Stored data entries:
::::::

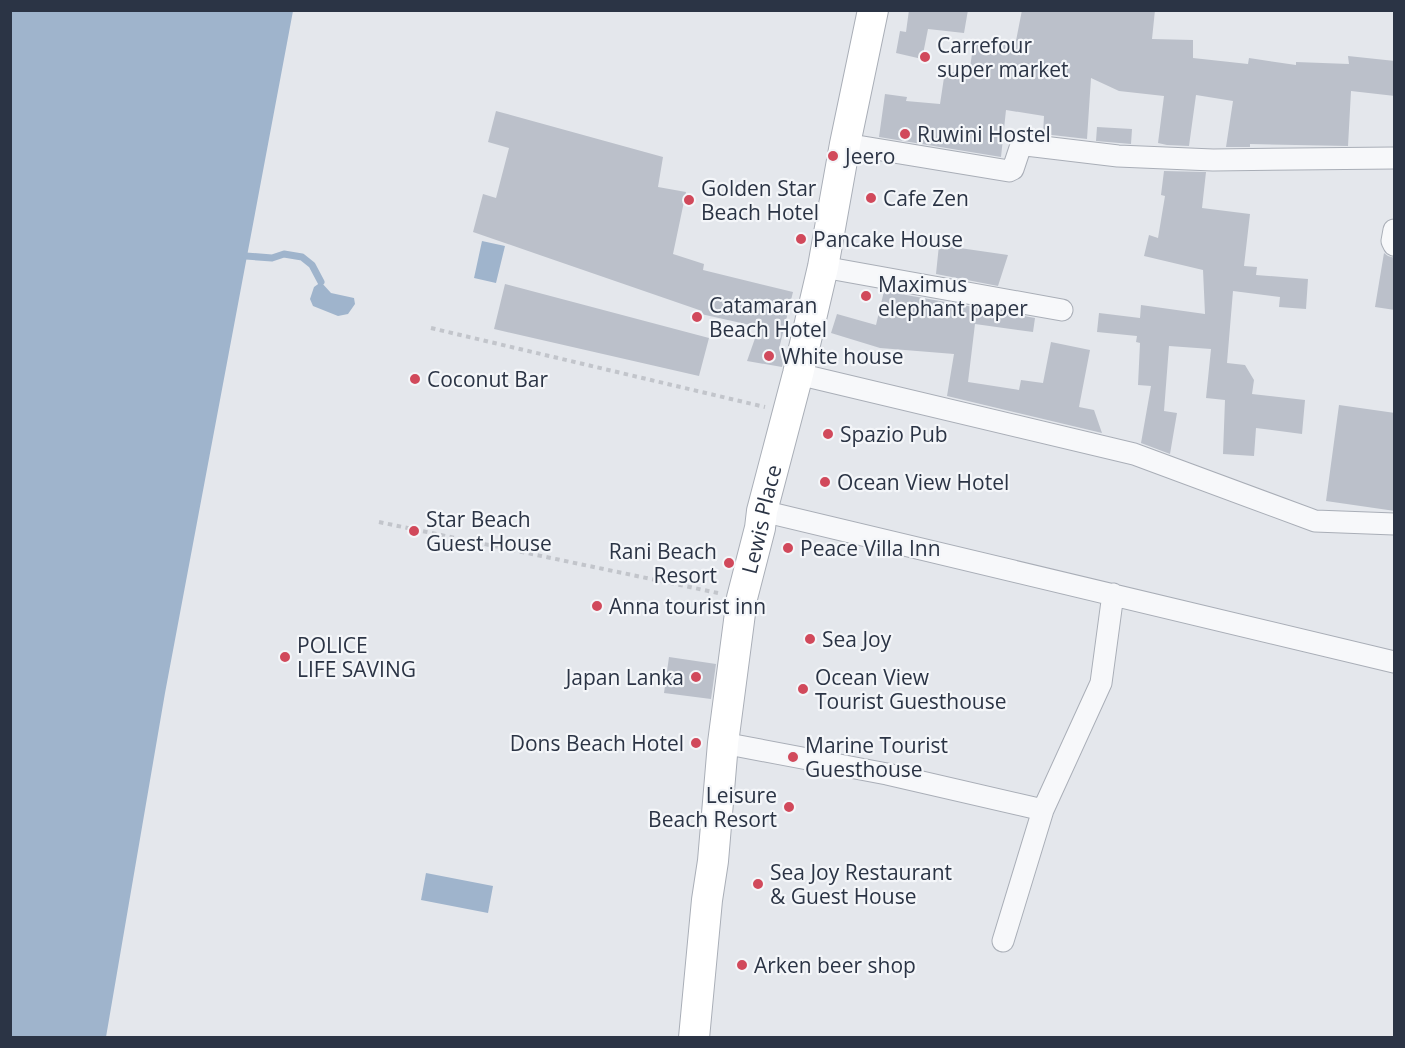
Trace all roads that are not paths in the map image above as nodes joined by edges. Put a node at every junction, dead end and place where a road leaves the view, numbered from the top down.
1 (873, 10) edge
2 (844, 144) junction
3 (1395, 158) edge
4 (1395, 230) edge
5 (1395, 245) edge
6 (823, 267) junction
7 (1062, 310) dead end
8 (798, 374) junction
9 (762, 511) junction
10 (1395, 524) edge
11 (1113, 594) junction
12 (1395, 662) edge
13 (723, 743) junction
14 (1043, 810) junction
15 (1003, 940) dead end
16 (694, 1038) edge

1 - 2 street, Lewis Place
2 - 3 street
2 - 6 street, Lewis Place
4 - 5 street
6 - 7 street
6 - 8 street, Lewis Place
8 - 9 street, Lewis Place
8 - 10 street
9 - 11 street
9 - 13 street, Lewis Place
11 - 12 street
11 - 14 street
13 - 14 street
13 - 16 street, Lewis Place
14 - 15 street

::::::

Work to be completed -> Exact wording is required throughout: write out all the records, but no pictures.

Expected answer ->
Trace all roads that are not paths in the map image above as nodes joined by edges. Put a node at every junction, dead end and place where a road leaves the view, numbered from the top down.
1 (873, 10) edge
2 (844, 144) junction
3 (1395, 158) edge
4 (1395, 230) edge
5 (1395, 245) edge
6 (823, 267) junction
7 (1062, 310) dead end
8 (798, 374) junction
9 (762, 511) junction
10 (1395, 524) edge
11 (1113, 594) junction
12 (1395, 662) edge
13 (723, 743) junction
14 (1043, 810) junction
15 (1003, 940) dead end
16 (694, 1038) edge

1 - 2 street, Lewis Place
2 - 3 street
2 - 6 street, Lewis Place
4 - 5 street
6 - 7 street
6 - 8 street, Lewis Place
8 - 9 street, Lewis Place
8 - 10 street
9 - 11 street
9 - 13 street, Lewis Place
11 - 12 street
11 - 14 street
13 - 14 street
13 - 16 street, Lewis Place
14 - 15 street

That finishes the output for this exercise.